Howard's brick rule for partial objects: Pawley's Confocal Handbook discusses a fundamental problem in quantitative microscopy: what do you do with objects that cross the ROI boundary? A nucleus that's half inside and half outside the ROI could be counted in both, neither, or one. Counting in both overestimates; counting in neither underestimates. Howard's brick rule provides a consistent solution: include objects touching the top and right boundaries, exclude objects touching the bottom and left boundaries. This produces an unbiased count on average, though for small ROIs the variance can be significant.
ROI masking as spatial filtering: In signal processing terms, applying an ROI is multiplication by a spatial mask — a binary function that is 1 inside the ROI and 0 outside. This is a spatial filter that passes only the signal within the region of interest. The sharp edges of the mask can introduce boundary artifacts (analogous to the Gibbs phenomenon in Fourier analysis), which is why the boundary-handling rule matters for accurate quantification.
Biological rationale for spatial stratification: The tumor microenvironment is spatially organized. Immune cells at the invasive margin behave differently from those in the tumor center. PD-L1 expression varies by location. Spatial phenotyping results change dramatically depending on which tissue zone is analyzed. Whole-section averages obscure this spatial heterogeneity — ROI-based analysis preserves it. This is why modern pathology scoring systems (like the Immunoscore for colorectal cancer) require separate analysis of tumor center and invasive margin.

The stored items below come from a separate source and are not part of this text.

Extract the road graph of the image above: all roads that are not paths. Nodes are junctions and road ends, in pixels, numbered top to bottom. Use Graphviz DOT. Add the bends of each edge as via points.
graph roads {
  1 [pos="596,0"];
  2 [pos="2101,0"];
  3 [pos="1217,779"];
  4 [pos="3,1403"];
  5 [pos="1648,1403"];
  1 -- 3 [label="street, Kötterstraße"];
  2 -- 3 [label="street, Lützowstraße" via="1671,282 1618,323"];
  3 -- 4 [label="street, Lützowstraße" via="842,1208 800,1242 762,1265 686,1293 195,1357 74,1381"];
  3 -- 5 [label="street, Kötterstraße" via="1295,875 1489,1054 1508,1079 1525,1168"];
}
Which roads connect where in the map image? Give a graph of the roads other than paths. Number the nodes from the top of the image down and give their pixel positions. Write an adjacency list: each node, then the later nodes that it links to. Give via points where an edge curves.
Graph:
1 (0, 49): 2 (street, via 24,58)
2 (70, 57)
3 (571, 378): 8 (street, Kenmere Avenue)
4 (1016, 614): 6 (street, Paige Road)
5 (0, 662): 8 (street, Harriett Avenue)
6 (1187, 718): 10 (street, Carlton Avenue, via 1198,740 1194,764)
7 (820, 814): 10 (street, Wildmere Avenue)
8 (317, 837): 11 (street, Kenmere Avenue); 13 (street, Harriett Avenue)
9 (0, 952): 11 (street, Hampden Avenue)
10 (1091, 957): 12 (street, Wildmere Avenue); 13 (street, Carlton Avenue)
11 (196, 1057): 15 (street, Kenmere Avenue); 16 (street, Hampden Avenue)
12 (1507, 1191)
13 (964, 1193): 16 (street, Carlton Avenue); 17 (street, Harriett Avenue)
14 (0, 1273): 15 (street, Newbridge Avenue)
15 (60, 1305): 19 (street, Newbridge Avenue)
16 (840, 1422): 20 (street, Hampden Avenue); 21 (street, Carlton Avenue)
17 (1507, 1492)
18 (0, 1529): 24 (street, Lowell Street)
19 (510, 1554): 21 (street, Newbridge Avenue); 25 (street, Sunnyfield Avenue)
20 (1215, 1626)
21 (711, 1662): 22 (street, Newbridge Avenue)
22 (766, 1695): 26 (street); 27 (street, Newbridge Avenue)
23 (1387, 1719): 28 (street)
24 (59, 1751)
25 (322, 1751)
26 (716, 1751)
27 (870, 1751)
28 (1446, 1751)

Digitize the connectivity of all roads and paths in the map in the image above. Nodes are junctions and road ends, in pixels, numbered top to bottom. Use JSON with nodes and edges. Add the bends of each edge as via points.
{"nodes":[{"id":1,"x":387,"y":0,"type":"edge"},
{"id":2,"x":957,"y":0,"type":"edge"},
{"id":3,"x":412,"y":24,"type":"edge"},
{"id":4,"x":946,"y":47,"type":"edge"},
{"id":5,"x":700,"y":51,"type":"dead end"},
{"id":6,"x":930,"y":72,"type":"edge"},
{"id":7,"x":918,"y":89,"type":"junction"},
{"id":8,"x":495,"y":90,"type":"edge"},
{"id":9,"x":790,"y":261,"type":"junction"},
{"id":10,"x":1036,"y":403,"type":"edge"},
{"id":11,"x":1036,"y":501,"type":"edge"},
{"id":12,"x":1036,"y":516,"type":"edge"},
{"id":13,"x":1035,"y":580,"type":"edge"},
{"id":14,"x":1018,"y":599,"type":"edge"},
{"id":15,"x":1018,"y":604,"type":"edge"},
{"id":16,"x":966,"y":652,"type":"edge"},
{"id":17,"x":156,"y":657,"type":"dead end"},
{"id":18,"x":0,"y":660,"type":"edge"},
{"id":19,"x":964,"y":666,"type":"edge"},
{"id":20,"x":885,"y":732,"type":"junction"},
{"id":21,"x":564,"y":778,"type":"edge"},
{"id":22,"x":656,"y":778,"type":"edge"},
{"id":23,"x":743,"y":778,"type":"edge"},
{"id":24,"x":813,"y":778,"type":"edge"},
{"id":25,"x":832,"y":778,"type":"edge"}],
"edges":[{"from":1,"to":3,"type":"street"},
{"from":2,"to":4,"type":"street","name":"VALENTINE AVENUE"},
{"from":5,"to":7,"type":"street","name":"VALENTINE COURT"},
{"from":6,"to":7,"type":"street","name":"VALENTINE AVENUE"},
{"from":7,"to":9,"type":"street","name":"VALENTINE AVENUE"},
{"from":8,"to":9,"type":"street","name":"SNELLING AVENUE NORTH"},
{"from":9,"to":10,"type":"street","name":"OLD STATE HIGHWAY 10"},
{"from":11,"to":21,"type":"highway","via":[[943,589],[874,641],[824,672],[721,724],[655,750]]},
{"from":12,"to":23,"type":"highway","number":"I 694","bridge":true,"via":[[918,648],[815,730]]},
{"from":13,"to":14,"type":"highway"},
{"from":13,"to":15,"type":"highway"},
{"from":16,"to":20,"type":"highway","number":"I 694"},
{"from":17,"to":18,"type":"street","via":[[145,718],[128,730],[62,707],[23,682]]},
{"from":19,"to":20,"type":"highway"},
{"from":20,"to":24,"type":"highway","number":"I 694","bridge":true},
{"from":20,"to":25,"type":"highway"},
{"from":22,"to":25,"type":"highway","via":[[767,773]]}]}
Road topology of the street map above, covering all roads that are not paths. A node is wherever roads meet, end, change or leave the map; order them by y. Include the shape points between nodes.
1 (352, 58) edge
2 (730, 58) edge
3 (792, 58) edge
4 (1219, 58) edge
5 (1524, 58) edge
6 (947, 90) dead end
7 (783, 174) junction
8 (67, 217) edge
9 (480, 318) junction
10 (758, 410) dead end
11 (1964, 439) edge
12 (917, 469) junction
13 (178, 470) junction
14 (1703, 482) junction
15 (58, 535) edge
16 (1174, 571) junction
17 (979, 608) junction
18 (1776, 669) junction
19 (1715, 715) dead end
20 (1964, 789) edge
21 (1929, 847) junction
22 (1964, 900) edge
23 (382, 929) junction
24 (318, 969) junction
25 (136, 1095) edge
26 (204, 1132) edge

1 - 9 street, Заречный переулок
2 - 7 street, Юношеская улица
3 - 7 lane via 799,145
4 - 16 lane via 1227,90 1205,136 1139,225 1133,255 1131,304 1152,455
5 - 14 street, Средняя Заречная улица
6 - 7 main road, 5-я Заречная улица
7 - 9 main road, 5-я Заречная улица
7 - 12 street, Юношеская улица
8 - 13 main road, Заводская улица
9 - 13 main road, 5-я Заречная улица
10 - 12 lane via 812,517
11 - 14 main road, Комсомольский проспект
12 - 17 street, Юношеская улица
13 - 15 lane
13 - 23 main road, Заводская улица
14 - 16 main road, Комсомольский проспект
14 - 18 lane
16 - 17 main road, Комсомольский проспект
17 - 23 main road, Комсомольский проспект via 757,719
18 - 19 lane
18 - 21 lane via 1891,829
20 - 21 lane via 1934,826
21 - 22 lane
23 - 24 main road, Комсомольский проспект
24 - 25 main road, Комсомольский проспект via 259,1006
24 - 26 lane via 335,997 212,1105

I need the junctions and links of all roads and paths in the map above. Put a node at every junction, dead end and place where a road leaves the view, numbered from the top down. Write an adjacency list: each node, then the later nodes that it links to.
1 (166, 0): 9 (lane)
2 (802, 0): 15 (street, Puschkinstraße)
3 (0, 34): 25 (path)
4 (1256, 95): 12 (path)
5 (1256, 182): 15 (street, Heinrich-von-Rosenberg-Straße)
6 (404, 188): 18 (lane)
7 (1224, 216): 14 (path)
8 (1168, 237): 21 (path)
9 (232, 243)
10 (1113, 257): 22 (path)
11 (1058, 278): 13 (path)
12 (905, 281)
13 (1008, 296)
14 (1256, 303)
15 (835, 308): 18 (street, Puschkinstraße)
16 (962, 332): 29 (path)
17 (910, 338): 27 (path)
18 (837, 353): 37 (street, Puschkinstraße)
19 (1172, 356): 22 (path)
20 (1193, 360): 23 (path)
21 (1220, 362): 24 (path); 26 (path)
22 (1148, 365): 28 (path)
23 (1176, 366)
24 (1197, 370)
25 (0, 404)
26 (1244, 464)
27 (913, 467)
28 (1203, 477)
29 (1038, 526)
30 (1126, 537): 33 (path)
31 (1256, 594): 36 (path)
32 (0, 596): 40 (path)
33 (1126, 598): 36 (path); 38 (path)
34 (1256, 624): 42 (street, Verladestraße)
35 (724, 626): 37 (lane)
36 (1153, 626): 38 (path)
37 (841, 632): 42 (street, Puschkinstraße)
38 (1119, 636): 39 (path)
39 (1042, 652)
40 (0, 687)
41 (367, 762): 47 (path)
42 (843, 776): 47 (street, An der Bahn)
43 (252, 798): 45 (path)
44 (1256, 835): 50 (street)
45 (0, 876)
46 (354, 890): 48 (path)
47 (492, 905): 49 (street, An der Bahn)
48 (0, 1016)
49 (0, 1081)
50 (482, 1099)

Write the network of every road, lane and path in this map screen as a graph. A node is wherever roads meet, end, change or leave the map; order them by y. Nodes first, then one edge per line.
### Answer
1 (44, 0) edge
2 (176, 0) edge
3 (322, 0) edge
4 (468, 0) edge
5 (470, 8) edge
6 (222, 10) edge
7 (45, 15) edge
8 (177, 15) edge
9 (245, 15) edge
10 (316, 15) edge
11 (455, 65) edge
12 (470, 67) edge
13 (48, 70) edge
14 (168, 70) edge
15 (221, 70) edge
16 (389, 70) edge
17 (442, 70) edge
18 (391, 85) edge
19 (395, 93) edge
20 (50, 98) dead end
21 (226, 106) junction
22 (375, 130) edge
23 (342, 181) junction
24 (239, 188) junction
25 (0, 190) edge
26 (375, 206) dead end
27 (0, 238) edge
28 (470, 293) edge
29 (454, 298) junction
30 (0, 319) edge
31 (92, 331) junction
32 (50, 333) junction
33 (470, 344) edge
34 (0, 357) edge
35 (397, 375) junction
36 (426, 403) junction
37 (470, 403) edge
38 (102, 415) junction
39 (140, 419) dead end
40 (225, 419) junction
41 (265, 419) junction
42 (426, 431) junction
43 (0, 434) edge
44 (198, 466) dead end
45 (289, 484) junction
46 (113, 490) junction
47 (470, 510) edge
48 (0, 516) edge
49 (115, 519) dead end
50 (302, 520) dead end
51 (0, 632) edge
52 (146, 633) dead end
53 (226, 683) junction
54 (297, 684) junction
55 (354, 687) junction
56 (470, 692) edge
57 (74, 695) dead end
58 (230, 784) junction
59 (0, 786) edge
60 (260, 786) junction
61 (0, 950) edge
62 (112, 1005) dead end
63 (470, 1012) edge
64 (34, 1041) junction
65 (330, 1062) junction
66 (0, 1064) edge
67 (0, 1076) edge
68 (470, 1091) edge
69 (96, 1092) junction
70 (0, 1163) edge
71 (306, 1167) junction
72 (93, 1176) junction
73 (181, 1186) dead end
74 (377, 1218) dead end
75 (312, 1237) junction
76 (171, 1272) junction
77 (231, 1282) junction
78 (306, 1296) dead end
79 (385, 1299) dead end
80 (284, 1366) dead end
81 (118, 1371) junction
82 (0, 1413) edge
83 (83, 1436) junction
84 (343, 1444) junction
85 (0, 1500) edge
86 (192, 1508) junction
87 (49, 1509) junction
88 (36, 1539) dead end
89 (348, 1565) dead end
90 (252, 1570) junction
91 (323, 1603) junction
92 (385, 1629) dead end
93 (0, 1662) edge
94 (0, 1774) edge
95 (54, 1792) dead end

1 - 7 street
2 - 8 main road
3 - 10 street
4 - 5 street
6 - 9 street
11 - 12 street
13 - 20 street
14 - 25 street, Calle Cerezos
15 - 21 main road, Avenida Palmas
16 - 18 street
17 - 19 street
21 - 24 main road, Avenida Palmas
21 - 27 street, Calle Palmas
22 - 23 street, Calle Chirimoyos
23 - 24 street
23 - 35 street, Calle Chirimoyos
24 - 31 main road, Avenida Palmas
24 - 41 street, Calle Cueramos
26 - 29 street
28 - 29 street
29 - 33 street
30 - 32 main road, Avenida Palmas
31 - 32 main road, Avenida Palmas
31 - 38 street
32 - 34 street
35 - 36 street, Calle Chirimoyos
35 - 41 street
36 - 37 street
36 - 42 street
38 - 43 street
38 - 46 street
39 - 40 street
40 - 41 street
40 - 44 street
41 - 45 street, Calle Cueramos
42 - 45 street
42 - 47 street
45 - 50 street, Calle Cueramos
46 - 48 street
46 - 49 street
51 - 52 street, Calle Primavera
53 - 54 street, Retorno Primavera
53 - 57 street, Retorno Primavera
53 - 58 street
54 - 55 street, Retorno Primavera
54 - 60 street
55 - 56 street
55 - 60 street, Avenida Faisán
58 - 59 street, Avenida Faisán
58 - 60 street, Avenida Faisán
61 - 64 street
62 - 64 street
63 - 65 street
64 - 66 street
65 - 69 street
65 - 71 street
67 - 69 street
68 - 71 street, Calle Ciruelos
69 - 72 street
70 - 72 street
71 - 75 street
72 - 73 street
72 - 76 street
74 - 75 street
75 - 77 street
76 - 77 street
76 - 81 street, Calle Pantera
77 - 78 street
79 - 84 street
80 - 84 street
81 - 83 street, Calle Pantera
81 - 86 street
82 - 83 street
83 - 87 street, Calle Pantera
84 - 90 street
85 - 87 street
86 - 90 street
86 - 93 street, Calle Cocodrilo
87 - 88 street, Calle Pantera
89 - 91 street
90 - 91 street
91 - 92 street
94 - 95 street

Objects at ROI boundaries create a counting problem — is a half-included cell counted or not? Howard's brick rule provides a consistent answer that avoids systematic bias. More fundamentally, ROIs exist because tissue biology is spatially organized — immune cells at the tumor border behave differently from those in the tumor center, and combining them would obscure the differences that matter clinically.